As far as our best bet goes – this is from the Diamond and Saez paper – the peak of the Laffer Curve in the US economy is some 54% for taxes upon income. It’s higher, up at 75 to 80 % if there are no “allowances.” That ability to dodge tax through renaming income, reclassifying, or even just getting the hell out of Dodge by leaving the country. That means our own such peak is a little lower, as we can get out of the UK tax system just by changing residency, something not available to Americans.
We also know that our combination of tax and welfare systems leaves some with marginal tax rates very much higher than this. Budgets regularly report the numbers, millions above 60%, hundreds of thousands above 80% and even tens of thousands above 100% marginal rates.
It’s long been an assumption – insufficiently examined perhaps – that this isn’t true of the US welfare and taxation states. Hmm, not so fast as this shows:
A better way to assess this would be to figure out the effective marginal tax rates for all upward shifts. So, it’s 79% to go from lowest to second lowest, and then 73% to make the jump from second lowest to the middle quintile, 59% to go one step further, and then 44% to go from the second highest to the highest quintile. Now we’re getting somewhere. Our system as it currently stands punishes everyone for working more, harder, and better. But don’t forget that this is OK: it means we’re all chipping in to help the less fortunate. The thing is, we punish the poor who work more, harder, and better more than we punish the upper middle class who choose to do that. Is it any wonder that there’s a perception that the upper middle class has more strivers?

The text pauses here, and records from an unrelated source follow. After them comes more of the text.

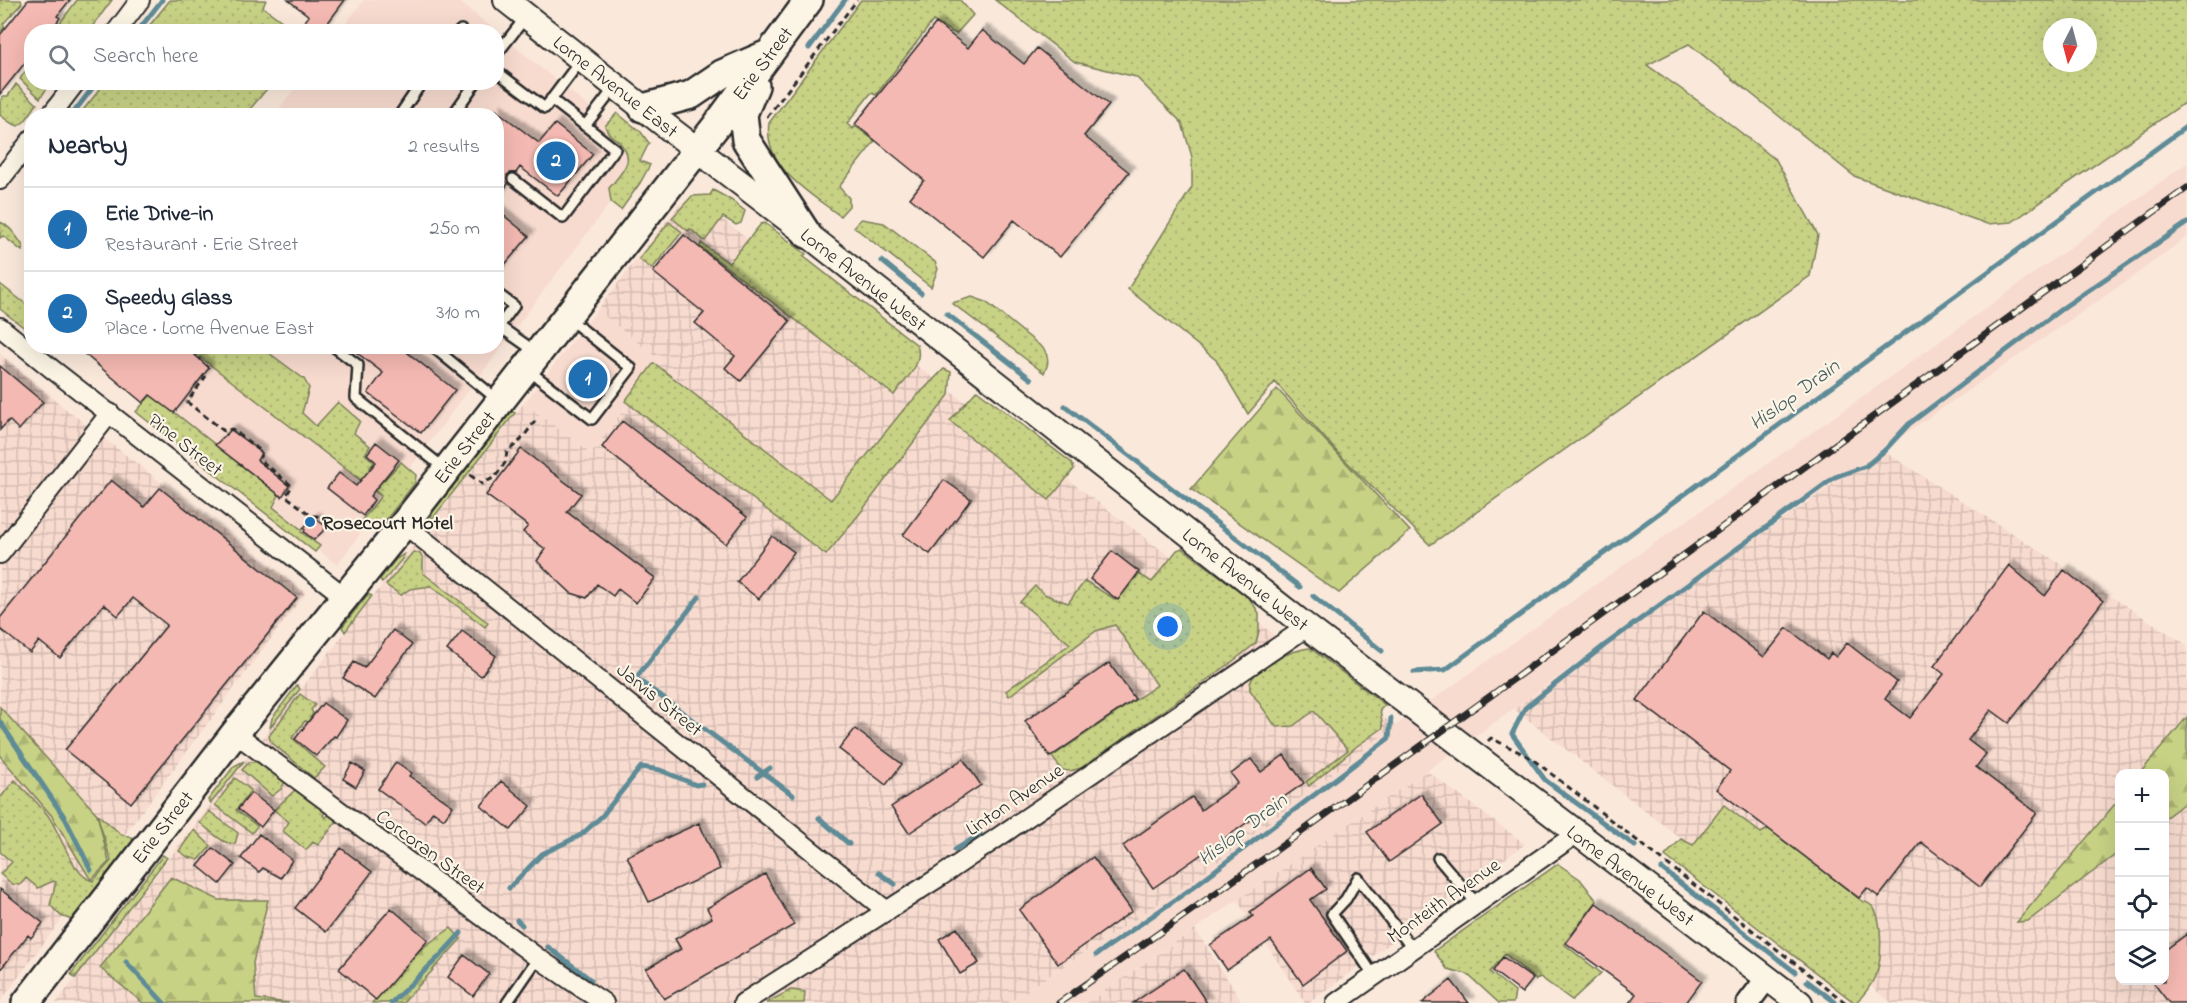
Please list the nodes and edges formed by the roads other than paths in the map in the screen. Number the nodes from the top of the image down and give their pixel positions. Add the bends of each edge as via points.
1 (140, 0) edge
2 (506, 0) edge
3 (809, 0) edge
4 (527, 16) junction
5 (122, 24) edge
6 (504, 46) edge
7 (767, 54) junction
8 (582, 59) junction
9 (504, 77) edge
10 (616, 86) junction
11 (70, 90) edge
12 (417, 90) edge
13 (470, 90) edge
14 (551, 99) junction
15 (56, 108) edge
16 (404, 108) edge
17 (458, 108) edge
18 (643, 108) junction
19 (585, 126) junction
20 (24, 149) edge
21 (697, 149) junction
22 (513, 179) dead end
23 (0, 180) edge
24 (807, 234) junction
25 (504, 299) edge
26 (566, 316) junction
27 (504, 317) edge
28 (0, 327) edge
29 (504, 331) edge
30 (24, 346) edge
31 (35, 354) edge
32 (344, 354) edge
33 (442, 354) edge
34 (532, 361) junction
35 (500, 401) junction
36 (110, 413) junction
37 (458, 472) junction
38 (404, 524) junction
39 (0, 554) edge
40 (345, 597) junction
41 (1306, 627) junction
42 (235, 732) junction
43 (1576, 834) junction
44 (1438, 858) dead end
45 (1477, 904) junction
46 (887, 911) junction
47 (1412, 948) junction
48 (538, 958) junction
49 (1374, 976) junction
50 (1767, 978) junction
51 (26, 1003) edge
52 (507, 1003) edge
53 (604, 1003) edge
54 (743, 1003) edge
55 (1336, 1003) edge
56 (1748, 1003) edge
57 (1800, 1003) edge

1 - 5 street
2 - 4 main road, Lorne Avenue East
3 - 7 main road, Erie Street
4 - 6 lane
4 - 8 main road, Lorne Avenue East
7 - 18 main road via 722,74 691,95
7 - 21 main road, Erie Street
7 - 24 main road via 743,114 746,140
8 - 10 main road, Lorne Avenue East
8 - 14 lane
9 - 14 lane via 544,108
10 - 18 main road, Lorne Avenue East
10 - 19 lane
11 - 15 street
12 - 16 lane
13 - 17 lane
14 - 19 lane
18 - 21 main road, Lorne Avenue East
19 - 22 lane via 615,149 563,218
20 - 23 street
21 - 24 main road, Lorne Avenue West
21 - 26 main road, Erie Street
24 - 41 main road, Lorne Avenue West
25 - 27 lane via 514,306
26 - 34 main road, Erie Street
26 - 34 lane via 632,368 592,419
28 - 30 street, Pine Street
29 - 34 lane
31 - 36 street, Pine Street
32 - 37 lane via 358,365 356,398
33 - 35 lane
34 - 35 main road, Erie Street
35 - 37 main road, Erie Street
36 - 39 street
36 - 40 street, Pine Street
37 - 38 main road, Erie Street
38 - 40 main road, Erie Street
38 - 46 street, Jarvis Street
40 - 42 main road, Erie Street
41 - 43 main road, Lorne Avenue West
41 - 46 street, Linton Avenue
42 - 48 street, Corcoran Street
42 - 51 main road, Erie Street
43 - 45 street, Monteith Avenue
43 - 50 main road, Lorne Avenue West
44 - 45 lane
45 - 47 street, Monteith Avenue
46 - 54 street, Linton Avenue
47 - 49 street, Monteith Avenue
47 - 49 lane via 1358,878 1332,914
48 - 52 lane
48 - 53 street, Corcoran Street
49 - 55 street, Monteith Avenue
50 - 56 street
50 - 57 main road, Lorne Avenue West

Yes, this is important. As I’ve said elsewhere recently:
The Laffer Curve is just the interplay of the two. When will enough people go fishing in the face of a tax rise so that revenue falls? The best observations we’ve got say when taxes are in the 50-60 percent level, some people stop working. One famed paper claims the right number is 54 percent for taxes upon incomes, including employer-paid taxes on labor like Medicaid/care supplements and so on. That’s a touch higher than the federal tax system today, a touch lower than that added to certain state taxation systems.
Note what we’ve not said here, that this only applies to rich people. In fact, it applies to all of us. Sure, poorer people are more likely to be influenced by the income effect, but that’s a tendency, nothing like a certainty.
It’s a difficult problem to solve. One way is just to have less government…..for those high marginal tax rates act as disincentives to the poor just as much as to the rich. Actually, more, as there are more poor facing higher rates.